Insight
Emancipation & Full Time College Status
"It seems that interplay between emancipation and attendance at college, is, as many other things in the practice of matrimonial law, fact-sensitive and subject to judicial discretion."
The interplay of “emancipation” and “college” were recently explored in the unpublished Appellate Division case of Alexander v. Alexander.[1] The case raises an interesting question: How do we define full-time college enrollment to stave off a determination of emancipation?
Emancipation is “the conclusion of the fundamental dependent relationship between parent and child[.]“[2] ”[E]mancipation is reached ‘when the fundamental dependent relationship between parent and child is concluded, the parent relinquishes the right to custody and is relieved of the burden of support, and the child is no longer entitled to support.’”[3] ”[T]he essential inquiry is whether the child has moved ‘beyond the sphere of influence and responsibility exercised by a parent and obtains an independent status of his or her own.’”[4] This determination involves a critical evaluation of the prevailing circumstances, including the child’s needs, interests, and independent resources; the family’s reasonable expectations; and the parties’ financial ability.[5] But doesn’t this eloquent reasoning, which appears in most cases concerning emancipation, beg the question: Is the standard for emancipation objective or subjective in nature?
As the Supreme Court has confirmed, “[a]lthough there is no fixed age when emancipation occurs, N.J.S.A. 9:17B-3 provides that when a person reaches eighteen years of age, he or she shall be deemed to be an adult.”[6] Thus, proof of majority satisfies a noncustodial parent’s prima facie showing, shifting the burden to rebut the statutory presumption of emancipation to the custodial parent.[7] To prevail on a request for dependent support, the custodial parent must prove, for example, that the child remains a full-time student.[8] The Alexander appellate court further explained that:
“One of the fundamental concepts in American society is that parents are expected to support their children until they are emancipated, regardless of whether the children live with one, both, or neither parent.” Burns v. Edwards, 367 N.J. Super. 29, 39 (App. Div. 2004)…. The obligation to provide child support “is engrained into our common law, statutory, and rule-based jurisprudence.” [Id.] at 39.
[Colca v. Anson, 413 N.J. Super. 405, 414 (App. Div. 2010) (internal citations omitted).][9]
A well-established instance defeating a request for emancipation and requiring continued support occurs when a child is enrolled in a full-time educational program.[10] The first question is: What constitutes fulltime college enrollment? While parties often include language in their matrimonial settlement agreements addressing what constitutes full-time college enrollment in connection with emancipation, how does the court determine it when the parties’ agreement is silent on this issue? The standard definition would appear to be 12 credits.
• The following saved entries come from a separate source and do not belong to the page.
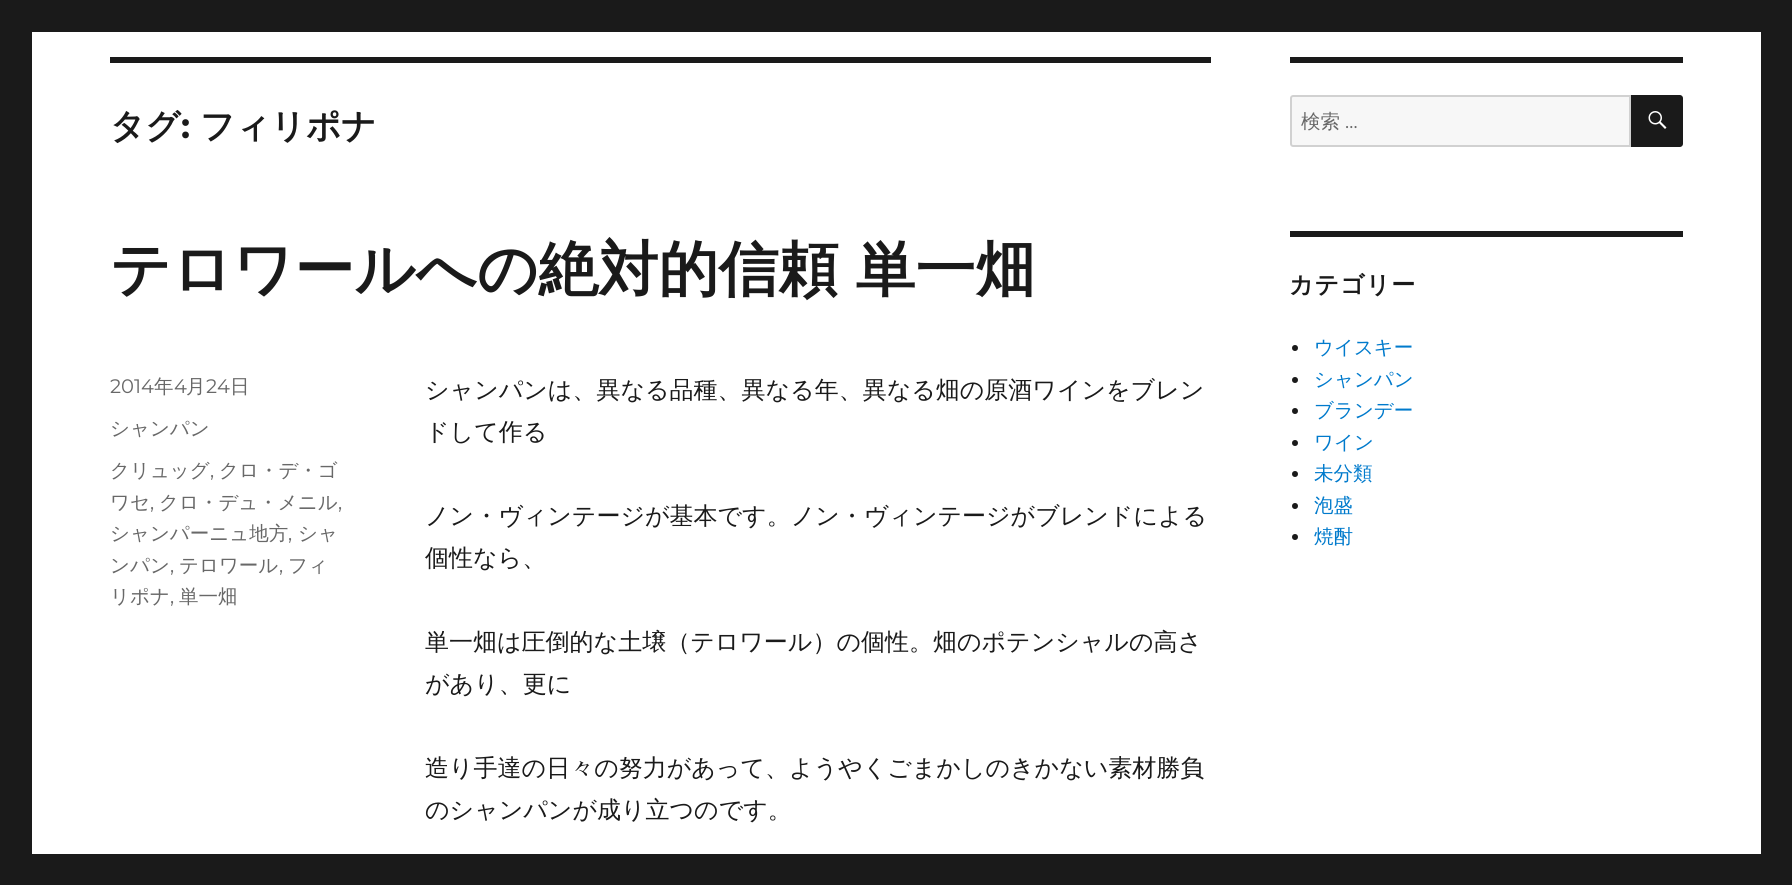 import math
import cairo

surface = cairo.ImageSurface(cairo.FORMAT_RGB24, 1792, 885)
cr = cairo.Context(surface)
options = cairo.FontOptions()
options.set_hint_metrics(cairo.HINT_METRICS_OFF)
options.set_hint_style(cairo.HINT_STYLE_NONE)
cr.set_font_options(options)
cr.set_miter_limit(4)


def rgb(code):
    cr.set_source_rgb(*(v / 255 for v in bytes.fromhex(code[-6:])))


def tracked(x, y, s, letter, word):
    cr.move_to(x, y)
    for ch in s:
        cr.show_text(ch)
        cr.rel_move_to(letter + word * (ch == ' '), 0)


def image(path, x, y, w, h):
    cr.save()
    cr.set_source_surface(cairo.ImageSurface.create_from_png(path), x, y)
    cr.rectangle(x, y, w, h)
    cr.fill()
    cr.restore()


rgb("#1a1a1a")
cr.paint()
for x, y, w, h, color in [
    (32, 32, 1729, 822, "#ffffff"),
    (110, 57, 1101, 6, "#1a1a1a"),
    (1290, 57, 393, 6, "#1a1a1a"),
]:
    rgb(color)
    cr.rectangle(x, y, w, h)
    cr.fill()
rgb("#f7f7f7")
cr.new_path()
cr.move_to(1293, 96)
cr.line_to(1630, 96)
cr.line_to(1630, 146)
cr.line_to(1293, 146)
cr.curve_to(1292, 146, 1291, 145, 1291, 144)
cr.line_to(1291, 98)
cr.curve_to(1291, 97, 1292, 96, 1293, 96)
cr.close_path()
cr.fill_preserve()
rgb("#d1d1d1")
cr.stroke()
rgb("#1a1a1a")
cr.new_path()
cr.move_to(1631, 95)
cr.line_to(1680, 95)
cr.curve_to(1681.5, 95, 1683, 96.5, 1683, 98)
cr.line_to(1683, 144)
cr.curve_to(1683, 145.5, 1681.5, 147, 1680, 147)
cr.line_to(1631, 147)
cr.close_path()
cr.fill()
image("img/1.png", 1648, 111, 19, 18)
cr.rectangle(1290, 231, 393, 6)
cr.fill()
cr.arc(1295, 348, 3, 0, 2 * math.pi)
cr.fill()
cr.arc(1295, 380, 3, 0, 2 * math.pi)
cr.fill()
cr.arc(1295, 411, 3, 0, 2 * math.pi)
cr.fill()
cr.arc(1295, 443, 3, 0, 2 * math.pi)
cr.fill()
cr.arc(1295, 474, 3, 0, 2 * math.pi)
cr.fill()
cr.arc(1295, 506, 3, 0, 2 * math.pi)
cr.fill()
cr.arc(1295, 537, 3, 0, 2 * math.pi)
cr.fill()
cr.select_font_face("WenQuanYi Zen Hei", cairo.FONT_SLANT_NORMAL, cairo.FONT_WEIGHT_BOLD)
cr.set_font_size(34.5)
cr.move_to(110, 138)
cr.show_text("タグ")
cr.select_font_face("Montserrat", cairo.FONT_SLANT_NORMAL, cairo.FONT_WEIGHT_BOLD)
cr.move_to(181, 138)
cr.show_text(":")
cr.select_font_face("WenQuanYi Zen Hei", cairo.FONT_SLANT_NORMAL, cairo.FONT_WEIGHT_BOLD)
cr.move_to(200, 138)
cr.show_text("フィリポナ")
cr.set_font_size(60)
tracked(110, 290, "テロワールへの絶対的信頼 単一畑", 0, -1)
cr.select_font_face("Montserrat")
cr.set_font_size(19.5)
rgb("#686868")
cr.move_to(110, 393)
cr.show_text("2014")
cr.select_font_face("WenQuanYi Zen Hei Medium")
cr.move_to(154, 393)
cr.show_text("年")
cr.select_font_face("Montserrat")
cr.move_to(174, 393)
cr.show_text("4")
cr.select_font_face("WenQuanYi Zen Hei Medium")
cr.move_to(186, 393)
cr.show_text("月")
cr.select_font_face("Montserrat")
cr.move_to(206, 393)
cr.show_text("24")
cr.select_font_face("WenQuanYi Zen Hei Medium")
for x, y, s in [
    (230, 393, "日"),
    (110, 435, "シャンパン"),
    (110, 477, "クリュッグ"),
]:
    cr.move_to(x, y)
    cr.show_text(s)
cr.select_font_face("Montserrat")
cr.move_to(210, 477)
cr.show_text(",")
cr.select_font_face("WenQuanYi Zen Hei Medium")
cr.move_to(219, 477)
cr.show_text("クロ・デ・ゴ")
cr.move_to(110, 509)
cr.show_text("ワセ")
cr.select_font_face("Montserrat")
cr.move_to(150, 509)
cr.show_text(",")
cr.select_font_face("WenQuanYi Zen Hei Medium")
cr.move_to(159, 509)
cr.show_text("クロ・デュ・メニル")
cr.select_font_face("Montserrat")
cr.move_to(338, 509)
cr.show_text(",")
cr.select_font_face("WenQuanYi Zen Hei Medium")
cr.move_to(110, 540)
cr.show_text("シャンパーニュ地方")
cr.select_font_face("Montserrat")
cr.move_to(288, 540)
cr.show_text(",")
cr.select_font_face("WenQuanYi Zen Hei Medium")
cr.move_to(298, 540)
cr.show_text("シャ")
cr.move_to(110, 572)
cr.show_text("ンパン")
cr.select_font_face("Montserrat")
cr.move_to(170, 572)
cr.show_text(",")
cr.select_font_face("WenQuanYi Zen Hei Medium")
cr.move_to(179, 572)
cr.show_text("テロワール")
cr.select_font_face("Montserrat")
cr.move_to(279, 572)
cr.show_text(",")
cr.select_font_face("WenQuanYi Zen Hei Medium")
cr.move_to(288, 572)
cr.show_text("フィ")
cr.move_to(110, 603)
cr.show_text("リポナ")
cr.select_font_face("Montserrat")
cr.move_to(170, 603)
cr.show_text(",")
cr.select_font_face("WenQuanYi Zen Hei Medium")
cr.move_to(179, 603)
cr.show_text("単一畑")
cr.set_font_size(24)
rgb("#1a1a1a")
for x, y, s in [
    (425, 398, "シャンパンは、異なる品種、異なる年、異なる畑の原酒ワインをブレン"),
    (425, 440, "ドして作る"),
    (425, 524, "ノン・ヴィンテージが基本です。ノン・ヴィンテージがブレンドによる"),
    (425, 566, "個性なら、"),
    (425, 650, "単一畑は圧倒的な土壌（テロワール）の個性。畑のポテンシャルの高さ"),
    (425, 692, "があり、更に"),
    (425, 776, "造り手達の日々の努力があって、ようやくごまかしのきかない素材勝負"),
    (425, 818, "のシャンパンが成り立つのです。"),
]:
    cr.move_to(x, y)
    cr.show_text(s)
cr.set_font_size(19.5)
rgb("#686868")
cr.move_to(1301, 128)
cr.show_text("検索")
cr.select_font_face("Montserrat")
cr.move_to(1345, 128)
cr.show_text("…")
cr.select_font_face("WenQuanYi Zen Hei", cairo.FONT_SLANT_NORMAL, cairo.FONT_WEIGHT_BOLD)
cr.set_font_size(24)
rgb("#1a1a1a")
tracked(1289, 293, "カテゴリー", 1, 0)
cr.select_font_face("WenQuanYi Zen Hei Medium")
cr.set_font_size(19.5)
rgb("#007acc")
for x, y, s in [
    (1314, 354, "ウイスキー"),
    (1314, 386, "シャンパン"),
    (1314, 417, "ブランデー"),
    (1314, 449, "ワイン"),
    (1314, 480, "未分類"),
    (1314, 512, "泡盛"),
    (1314, 543, "焼酎"),
]:
    cr.move_to(x, y)
    cr.show_text(s)
surface.write_to_png("page.png")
This is supported by the following quote from the Alexander case, as well as various universities throughout New Jersey:[11]
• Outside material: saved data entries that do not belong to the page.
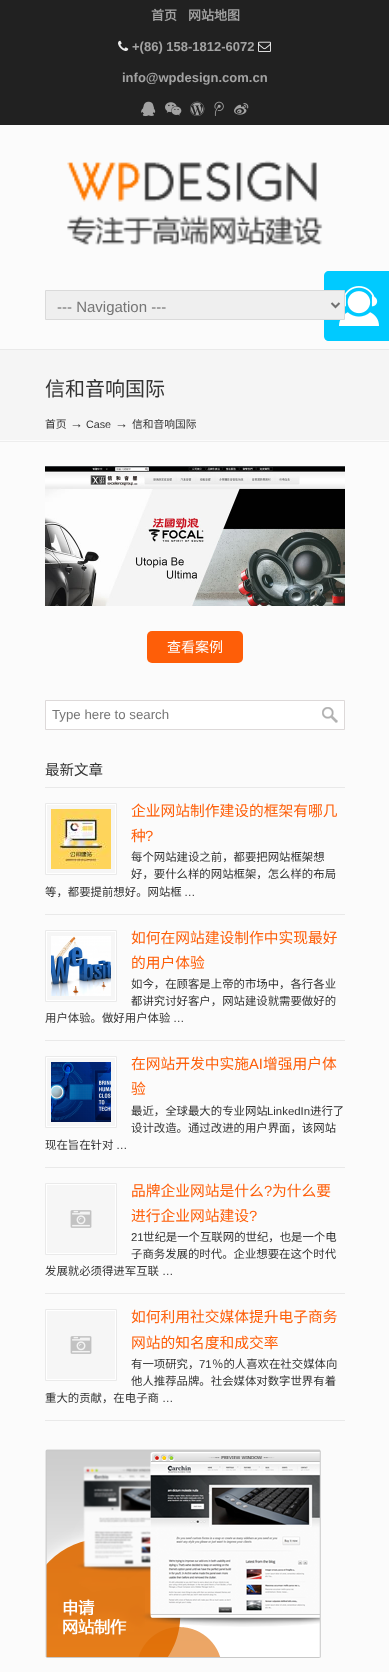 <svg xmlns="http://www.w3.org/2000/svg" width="389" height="1672">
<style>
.a{font:bold 13px Noto Sans CJK SC;fill:#a3a3a3}
.b{font:bold 13px Liberation Sans;fill:#a3a3a3}
.c{font:15px Liberation Sans;fill:#757575}
.d{font:20px Noto Sans CJK SC;fill:#333}
.e{font:10.75px Noto Sans CJK SC;fill:#333}
.f{font:13px Liberation Sans;fill:#333}
.g{font:10.75px Liberation Sans;fill:#333}
.h{font:14px Noto Sans CJK SC;fill:#fff}
.i{font:13.25px Liberation Sans;fill:#757575}
.j{font:14.5px Noto Sans CJK SC;fill:#333}
.k{font:14.75px Noto Sans CJK SC;fill:#fe5e08}
.l{font:14.75px Liberation Sans;fill:#fe5e08}
.m{font:11.4px Noto Sans CJK SC;fill:#333}
.n{font:11.4px Liberation Sans;fill:#333}
</style>
<rect width="100%" height="100%" fill="#fbfbfb"/>
<path fill="#212121" d="M0 0h389v125H0z"/>
<image href="1.png" x="118" y="40" width="11" height="11"/>
<image href="2.png" x="258" y="41" width="13" height="11"/>
<image href="3.png" x="141" y="101" width="15" height="16"/>
<image href="4.png" x="165" y="102" width="17" height="14"/>
<image href="5.png" x="190" y="101" width="15" height="15"/>
<image href="6.png" x="214" y="101" width="10" height="15"/>
<image href="7.png" x="234" y="103" width="15" height="12"/>
<image href="8.png" x="67" y="160" width="256" height="86"/>
<path fill="#e9e9e9" d="M0 349h389v1H0z"/>
<path fill="#00caff" d="M329 271h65v70h-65c-3 0-5-2-5-5v-60c0-3 2-5 5-5z"/>
<image href="17.png" x="339" y="286" width="40" height="40"/>
<path fill="#efefef" stroke="#dadada" d="M45.5 290.5h299v29H45.5z"/>
<path fill="none" stroke="#717171" stroke-width="2" d="M331.5 303l4 4l4-4"/>
<path fill="#f5f5f5" d="M0 350h389v90H0z"/>
<image href="9.png" x="0" y="441" width="389" height="1"/>
<image href="10.png" x="45" y="466" width="300" height="140"/>
<rect fill="#fe5e08" x="147" y="631" width="96" height="32" rx="5"/>
<path fill="#fff" stroke="#ddd9d9" d="M45.5 700.5h299v29H45.5z"/>
<image href="11.png" x="322" y="707" width="16" height="16"/>
<path fill="#e9e9e9" d="M45 787h300v1H45z"/>
<path fill="#e9e9e9" d="M45 914h300v1H45z"/>
<path fill="#f6f6f6" d="M47 805h68v68H47z"/>
<path fill="none" stroke="#eaeaea" d="M45.5 803.5h71v71H45.5z"/>
<path fill="none" stroke="#fff" d="M46.5 804.5h69v69H46.5z"/>
<image href="12.png" x="51" y="809" width="60" height="60"/>
<path fill="#e9e9e9" d="M45 1040h300v1H45z"/>
<path fill="#f6f6f6" d="M47 932h68v68H47z"/>
<path fill="none" stroke="#eaeaea" d="M45.5 930.5h71v71H45.5z"/>
<path fill="none" stroke="#fff" d="M46.5 931.5h69v69H46.5z"/>
<image href="13.png" x="51" y="936" width="60" height="60"/>
<path fill="#e9e9e9" d="M45 1167h300v1H45z"/>
<path fill="#f6f6f6" d="M47 1058h68v68H47z"/>
<path fill="none" stroke="#eaeaea" d="M45.5 1056.5h71v71H45.5z"/>
<path fill="none" stroke="#fff" d="M46.5 1057.5h69v69H46.5z"/>
<image href="14.png" x="51" y="1062" width="60" height="60"/>
<path fill="#e9e9e9" d="M45 1293h300v1H45z"/>
<path fill="#f6f6f6" d="M47 1185h68v68H47z"/>
<path fill="none" stroke="#eaeaea" d="M45.5 1183.5h71v71H45.5z"/>
<path fill="none" stroke="#fff" d="M46.5 1184.5h69v69H46.5z"/>
<image href="15.png" x="70" y="1210" width="22" height="18"/>
<path fill="#e9e9e9" d="M45 1420h300v1H45z"/>
<path fill="#f6f6f6" d="M47 1311h68v68H47z"/>
<path fill="none" stroke="#eaeaea" d="M45.5 1309.5h71v71H45.5z"/>
<path fill="none" stroke="#fff" d="M46.5 1310.5h69v69H46.5z"/>
<image href="15.png" x="70" y="1336" width="22" height="18"/>
<image href="16.png" x="45" y="1449" width="276" height="209"/>
<text class="a" x="151" y="20">首页</text>
<text class="a" x="188" y="20">网站地图</text>
<text class="b" x="132" y="51">+(86) 158-1812-6072</text>
<text class="b" x="122" y="82">info@wpdesign.com.cn</text>
<text class="c" x="57" y="312">--- Navigation ---</text>
<text class="d" x="45" y="396">信和音响国际</text>
<text class="e" x="45" y="428">首页</text>
<text class="f" x="70" y="428">→</text>
<text class="g" x="86" y="428">Case</text>
<text class="f" x="115" y="428">→</text>
<text class="e" x="132" y="428">信和音响国际</text>
<text class="h" x="167" y="652">查看案例</text>
<text class="i" x="52" y="719">Type here to search</text>
<text class="j" x="45" y="775">最新文章</text>
<text class="k" x="131" y="816">企业网站制作建设的框架有哪几</text>
<text class="k" x="131" y="841">种</text>
<text class="l" x="145" y="841">?</text>
<text class="m" x="131" y="861">每个网站建设之前，都要把网站框架想</text>
<text class="m" x="131" y="878">好，要什么样的网站框架，怎么样的布局</text>
<text class="m" x="45" y="896">等，都要提前想好。网站框</text>
<text class="n" x="184" y="896">…</text>
<text class="k" x="131" y="943">如何在网站建设制作中实现最好</text>
<text class="k" x="131" y="968">的用户体验</text>
<text class="m" x="131" y="988">如今，在顾客是上帝的市场中，各行各业</text>
<text class="m" x="131" y="1005">都讲究讨好客户，网站建设就需要做好的</text>
<text class="m" x="45" y="1022">用户体验。做好用户体验</text>
<text class="n" x="173" y="1022">…</text>
<text class="k" x="131" y="1069">在网站开发中实施</text>
<text class="l" x="249" y="1069">AI</text>
<text class="k" x="263" y="1069">增强用户体</text>
<text class="k" x="131" y="1094">验</text>
<text class="m" x="131" y="1115">最近，全球最大的专业网站</text>
<text class="n" x="267" y="1115">LinkedIn</text>
<text class="m" x="310" y="1115">进行了</text>
<text class="m" x="131" y="1132">设计改造。通过改进的用户界面，该网站</text>
<text class="m" x="45" y="1149">现在旨在针对</text>
<text class="n" x="116" y="1149">…</text>
<text class="k" x="131" y="1196">品牌企业网站是什么</text>
<text class="l" x="264" y="1196">?</text>
<text class="k" x="272" y="1196">为什么要</text>
<text class="k" x="131" y="1221">进行企业网站建设</text>
<text class="l" x="249" y="1221">?</text>
<text class="n" x="131" y="1241">21</text>
<text class="m" x="143" y="1241">世纪是一个互联网的世纪，也是一个电</text>
<text class="m" x="131" y="1258">子商务发展的时代。企业想要在这个时代</text>
<text class="m" x="45" y="1275">发展就必须得进军互联</text>
<text class="n" x="162" y="1275">…</text>
<text class="k" x="131" y="1322">如何利用社交媒体提升电子商务</text>
<text class="k" x="131" y="1348">网站的知名度和成交率</text>
<text class="m" x="131" y="1368">有一项研究，</text>
<text class="n" x="199" y="1368">71</text>
<text class="m" x="212" y="1368">％的人喜欢在社交媒体向</text>
<text class="m" x="131" y="1385">他人推荐品牌。社会媒体对数字世界有着</text>
<text class="m" x="45" y="1402">重大的贡献，在电子商</text>
<text class="n" x="162" y="1402">…</text>
</svg>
Plaintiff argues his son had not achieved full-time student status until the fall 2009 semester. While we agree that during the prior four semesters, the child had not completed at least twelve credit hours, he did complete two summer classes in 2009, achieving twenty-five credit hours in the 2008-2009 academic year. This was followed by the fulfillment of fifteen credit hours in the fall 2009 semester and thirteen in the spring 2010 semester.[12] (Emphasis added)
* * *
Proof of full-time student status requires registration for a full-time class load coupled with efforts designed to satisfy the degree or certification requirements of the educational institution. Implicit in this standard is that a child must act in good faith: the student must attend class and comply with other course requirements in an effort to satisfactorily pass. See Filippone, supra, 304 N.J. Super. at 311-12 (holding a child pursuing post-secondary education may no longer be dependent when the “child [is] unable to perform adequately in his academic program”).[13]
However, the court cautions that: “Our determination must not be misconstrued as a pronouncement that college students must pass every class taken. On the contrary, each student experiences his or her own unique adjustment to post-secondary schooling, which must always be considered in any review of the totality of the circumstances.”
In rejecting the plaintiff’s argument that the child had not accomplished the requirements of a full-time student, the trial judge examined the totality of the circumstances presented.[14] Specifically, the judge identified the child’s slow start during the 2007-2008 academic year, resulting in part-time student status based on the completion of courses. However, for the 2008-2009 and 2009-2010 academic years, the parties’ son passed courses garnering 25 and 28 credit hours respectively. The court concluded sufficient facts unmistakably revealed the child presented a “commitment to and aptitude… for the requested education[,]“[15] making emancipation improper.[16] Therefore, while it seems that a full-time student is generally defined by the enrollment in 12 credits per semester, there is no bright-line rule for the actual determination of emancipation.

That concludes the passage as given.